** Opening Given data block **

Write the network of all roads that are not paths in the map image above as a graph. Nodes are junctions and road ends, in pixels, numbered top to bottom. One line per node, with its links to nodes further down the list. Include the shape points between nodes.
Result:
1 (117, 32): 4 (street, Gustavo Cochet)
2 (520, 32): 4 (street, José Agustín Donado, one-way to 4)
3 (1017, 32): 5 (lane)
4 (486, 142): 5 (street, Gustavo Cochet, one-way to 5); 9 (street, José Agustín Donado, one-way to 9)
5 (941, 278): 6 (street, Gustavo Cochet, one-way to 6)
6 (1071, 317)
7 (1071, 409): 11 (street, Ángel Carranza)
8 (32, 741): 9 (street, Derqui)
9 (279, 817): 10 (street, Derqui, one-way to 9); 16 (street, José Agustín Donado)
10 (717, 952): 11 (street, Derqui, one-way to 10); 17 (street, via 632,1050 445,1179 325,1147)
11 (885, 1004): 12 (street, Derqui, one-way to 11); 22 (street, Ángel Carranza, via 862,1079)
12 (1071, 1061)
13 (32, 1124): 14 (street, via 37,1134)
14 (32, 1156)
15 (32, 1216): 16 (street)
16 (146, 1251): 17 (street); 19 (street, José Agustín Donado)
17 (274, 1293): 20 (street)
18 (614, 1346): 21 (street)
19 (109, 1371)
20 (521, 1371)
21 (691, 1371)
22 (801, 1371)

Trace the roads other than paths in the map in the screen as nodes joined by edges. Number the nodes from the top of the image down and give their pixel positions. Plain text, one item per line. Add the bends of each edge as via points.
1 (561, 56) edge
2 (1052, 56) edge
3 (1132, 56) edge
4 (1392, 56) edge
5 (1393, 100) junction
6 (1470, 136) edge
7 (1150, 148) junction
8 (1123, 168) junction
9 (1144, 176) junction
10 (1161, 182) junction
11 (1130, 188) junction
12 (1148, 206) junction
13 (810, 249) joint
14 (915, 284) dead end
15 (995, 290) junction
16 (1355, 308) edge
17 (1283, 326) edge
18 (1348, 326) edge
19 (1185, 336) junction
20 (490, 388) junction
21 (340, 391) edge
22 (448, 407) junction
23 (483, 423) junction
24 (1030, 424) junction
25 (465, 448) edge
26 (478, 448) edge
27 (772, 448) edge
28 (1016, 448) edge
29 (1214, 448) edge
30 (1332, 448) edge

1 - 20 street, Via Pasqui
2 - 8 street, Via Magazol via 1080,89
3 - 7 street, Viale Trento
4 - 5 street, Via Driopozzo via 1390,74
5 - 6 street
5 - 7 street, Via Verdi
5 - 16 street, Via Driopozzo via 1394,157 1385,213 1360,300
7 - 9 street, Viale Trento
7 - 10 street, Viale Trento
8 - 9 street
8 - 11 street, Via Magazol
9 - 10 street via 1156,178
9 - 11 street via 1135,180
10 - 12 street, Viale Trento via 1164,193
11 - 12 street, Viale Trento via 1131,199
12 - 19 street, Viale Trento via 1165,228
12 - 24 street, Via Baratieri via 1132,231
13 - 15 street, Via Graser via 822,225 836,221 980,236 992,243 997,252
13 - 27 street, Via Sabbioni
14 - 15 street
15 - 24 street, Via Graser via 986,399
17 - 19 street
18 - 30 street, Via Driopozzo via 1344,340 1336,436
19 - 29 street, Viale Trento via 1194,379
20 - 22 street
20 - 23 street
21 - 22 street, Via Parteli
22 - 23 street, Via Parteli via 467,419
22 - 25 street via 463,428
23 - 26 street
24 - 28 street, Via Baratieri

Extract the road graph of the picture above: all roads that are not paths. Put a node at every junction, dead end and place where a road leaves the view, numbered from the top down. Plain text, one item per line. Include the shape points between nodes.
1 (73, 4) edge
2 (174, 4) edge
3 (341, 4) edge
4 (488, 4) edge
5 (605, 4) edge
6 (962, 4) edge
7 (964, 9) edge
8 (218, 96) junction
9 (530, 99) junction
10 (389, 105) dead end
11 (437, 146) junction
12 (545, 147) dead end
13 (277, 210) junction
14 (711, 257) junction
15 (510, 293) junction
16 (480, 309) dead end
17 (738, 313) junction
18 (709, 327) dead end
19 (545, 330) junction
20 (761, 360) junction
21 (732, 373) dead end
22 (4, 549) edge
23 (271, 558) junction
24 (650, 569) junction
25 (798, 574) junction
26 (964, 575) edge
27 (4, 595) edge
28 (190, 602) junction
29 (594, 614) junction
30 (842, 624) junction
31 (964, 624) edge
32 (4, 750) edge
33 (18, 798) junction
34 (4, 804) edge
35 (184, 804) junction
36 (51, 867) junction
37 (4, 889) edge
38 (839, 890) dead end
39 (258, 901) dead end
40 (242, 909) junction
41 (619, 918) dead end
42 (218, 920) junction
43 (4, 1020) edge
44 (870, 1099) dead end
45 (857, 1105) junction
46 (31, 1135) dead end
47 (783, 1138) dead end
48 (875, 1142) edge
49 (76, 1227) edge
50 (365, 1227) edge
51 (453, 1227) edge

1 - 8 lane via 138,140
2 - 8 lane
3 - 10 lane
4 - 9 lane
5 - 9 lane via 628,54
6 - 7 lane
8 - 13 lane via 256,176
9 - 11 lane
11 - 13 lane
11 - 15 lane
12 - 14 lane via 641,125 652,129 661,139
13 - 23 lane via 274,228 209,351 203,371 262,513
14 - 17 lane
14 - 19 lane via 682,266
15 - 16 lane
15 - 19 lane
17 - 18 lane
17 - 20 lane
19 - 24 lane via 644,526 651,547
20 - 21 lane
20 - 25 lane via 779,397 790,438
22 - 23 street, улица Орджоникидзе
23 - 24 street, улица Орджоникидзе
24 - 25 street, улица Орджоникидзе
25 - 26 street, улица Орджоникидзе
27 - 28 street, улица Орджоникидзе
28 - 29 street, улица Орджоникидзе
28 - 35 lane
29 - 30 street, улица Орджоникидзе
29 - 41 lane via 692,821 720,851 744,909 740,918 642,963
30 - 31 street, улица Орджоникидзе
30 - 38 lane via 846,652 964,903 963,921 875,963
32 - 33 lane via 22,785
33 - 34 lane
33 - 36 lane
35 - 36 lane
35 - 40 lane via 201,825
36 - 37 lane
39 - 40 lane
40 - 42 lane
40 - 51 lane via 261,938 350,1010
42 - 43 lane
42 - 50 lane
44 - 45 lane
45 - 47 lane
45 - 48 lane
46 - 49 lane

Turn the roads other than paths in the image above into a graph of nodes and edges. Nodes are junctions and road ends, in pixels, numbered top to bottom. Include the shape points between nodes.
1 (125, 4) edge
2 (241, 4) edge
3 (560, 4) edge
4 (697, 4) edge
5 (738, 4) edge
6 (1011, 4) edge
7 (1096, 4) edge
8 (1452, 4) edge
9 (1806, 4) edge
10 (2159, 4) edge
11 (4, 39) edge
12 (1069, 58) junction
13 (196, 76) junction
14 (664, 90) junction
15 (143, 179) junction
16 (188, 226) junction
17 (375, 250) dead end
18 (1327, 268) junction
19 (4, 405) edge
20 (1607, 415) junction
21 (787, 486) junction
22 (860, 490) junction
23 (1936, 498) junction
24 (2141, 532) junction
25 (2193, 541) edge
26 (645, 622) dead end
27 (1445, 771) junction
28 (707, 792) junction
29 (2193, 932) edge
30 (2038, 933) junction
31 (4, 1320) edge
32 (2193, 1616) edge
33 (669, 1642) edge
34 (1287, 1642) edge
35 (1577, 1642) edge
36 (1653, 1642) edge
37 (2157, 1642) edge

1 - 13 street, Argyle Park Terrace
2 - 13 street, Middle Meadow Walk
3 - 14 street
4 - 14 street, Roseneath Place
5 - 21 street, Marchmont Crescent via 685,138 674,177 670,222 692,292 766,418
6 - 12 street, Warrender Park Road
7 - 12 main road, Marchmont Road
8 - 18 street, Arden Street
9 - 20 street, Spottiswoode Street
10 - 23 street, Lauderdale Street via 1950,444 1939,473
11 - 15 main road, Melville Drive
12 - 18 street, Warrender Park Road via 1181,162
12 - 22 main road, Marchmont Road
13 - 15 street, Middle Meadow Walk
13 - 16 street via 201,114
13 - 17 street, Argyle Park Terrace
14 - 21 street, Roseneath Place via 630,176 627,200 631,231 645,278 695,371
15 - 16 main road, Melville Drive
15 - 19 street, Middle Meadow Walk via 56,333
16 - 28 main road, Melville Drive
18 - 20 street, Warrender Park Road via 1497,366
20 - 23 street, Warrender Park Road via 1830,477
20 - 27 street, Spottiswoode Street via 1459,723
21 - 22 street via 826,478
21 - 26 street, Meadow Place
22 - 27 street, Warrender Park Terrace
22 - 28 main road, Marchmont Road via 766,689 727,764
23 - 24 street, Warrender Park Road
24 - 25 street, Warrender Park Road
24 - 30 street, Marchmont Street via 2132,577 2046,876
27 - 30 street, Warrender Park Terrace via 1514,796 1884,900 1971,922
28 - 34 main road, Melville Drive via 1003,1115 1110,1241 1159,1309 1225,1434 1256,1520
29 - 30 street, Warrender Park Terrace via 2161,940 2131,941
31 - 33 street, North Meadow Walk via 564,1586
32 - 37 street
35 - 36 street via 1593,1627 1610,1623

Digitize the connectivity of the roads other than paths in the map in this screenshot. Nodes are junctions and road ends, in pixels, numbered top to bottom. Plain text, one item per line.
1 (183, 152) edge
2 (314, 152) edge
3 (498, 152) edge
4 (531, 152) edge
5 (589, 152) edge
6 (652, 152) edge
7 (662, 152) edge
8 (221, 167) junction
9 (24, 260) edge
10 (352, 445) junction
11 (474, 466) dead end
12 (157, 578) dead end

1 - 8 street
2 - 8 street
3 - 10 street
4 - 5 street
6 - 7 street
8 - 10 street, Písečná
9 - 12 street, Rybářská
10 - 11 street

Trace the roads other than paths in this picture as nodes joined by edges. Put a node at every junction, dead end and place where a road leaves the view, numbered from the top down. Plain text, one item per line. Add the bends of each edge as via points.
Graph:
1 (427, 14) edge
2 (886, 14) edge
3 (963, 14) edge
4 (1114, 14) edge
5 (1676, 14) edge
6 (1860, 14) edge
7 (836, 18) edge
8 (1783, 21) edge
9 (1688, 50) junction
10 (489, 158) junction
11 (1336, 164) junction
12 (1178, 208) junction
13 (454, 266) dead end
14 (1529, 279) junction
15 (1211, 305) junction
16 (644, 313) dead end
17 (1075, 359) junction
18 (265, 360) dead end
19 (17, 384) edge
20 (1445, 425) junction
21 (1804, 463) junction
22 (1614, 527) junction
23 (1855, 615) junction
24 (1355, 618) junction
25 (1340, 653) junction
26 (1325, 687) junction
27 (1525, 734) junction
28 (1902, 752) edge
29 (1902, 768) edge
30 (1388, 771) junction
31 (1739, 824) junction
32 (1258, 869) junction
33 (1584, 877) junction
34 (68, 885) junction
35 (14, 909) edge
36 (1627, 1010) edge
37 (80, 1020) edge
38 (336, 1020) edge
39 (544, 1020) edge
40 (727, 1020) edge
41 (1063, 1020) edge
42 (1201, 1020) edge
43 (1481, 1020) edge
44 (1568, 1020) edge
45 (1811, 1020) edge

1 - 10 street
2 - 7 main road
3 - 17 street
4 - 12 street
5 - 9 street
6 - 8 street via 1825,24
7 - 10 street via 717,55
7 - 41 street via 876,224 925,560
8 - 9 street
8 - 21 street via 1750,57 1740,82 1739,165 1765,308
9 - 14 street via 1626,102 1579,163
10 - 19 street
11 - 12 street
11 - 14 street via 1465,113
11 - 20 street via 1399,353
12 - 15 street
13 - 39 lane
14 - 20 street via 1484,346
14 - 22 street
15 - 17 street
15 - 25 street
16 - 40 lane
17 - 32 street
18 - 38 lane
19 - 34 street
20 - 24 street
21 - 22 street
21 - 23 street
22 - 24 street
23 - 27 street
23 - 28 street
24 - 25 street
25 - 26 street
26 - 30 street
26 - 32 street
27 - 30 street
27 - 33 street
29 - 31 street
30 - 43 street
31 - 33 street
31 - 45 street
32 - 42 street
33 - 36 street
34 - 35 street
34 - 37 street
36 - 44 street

** Closing Given data block **

» **Task item**
Report each line of the data that includes the string "Driopozzo".

» **Exercise output**
4 - 5 street, Via Driopozzo via 1390,74
5 - 16 street, Via Driopozzo via 1394,157 1385,213 1360,300
18 - 30 street, Via Driopozzo via 1344,340 1336,436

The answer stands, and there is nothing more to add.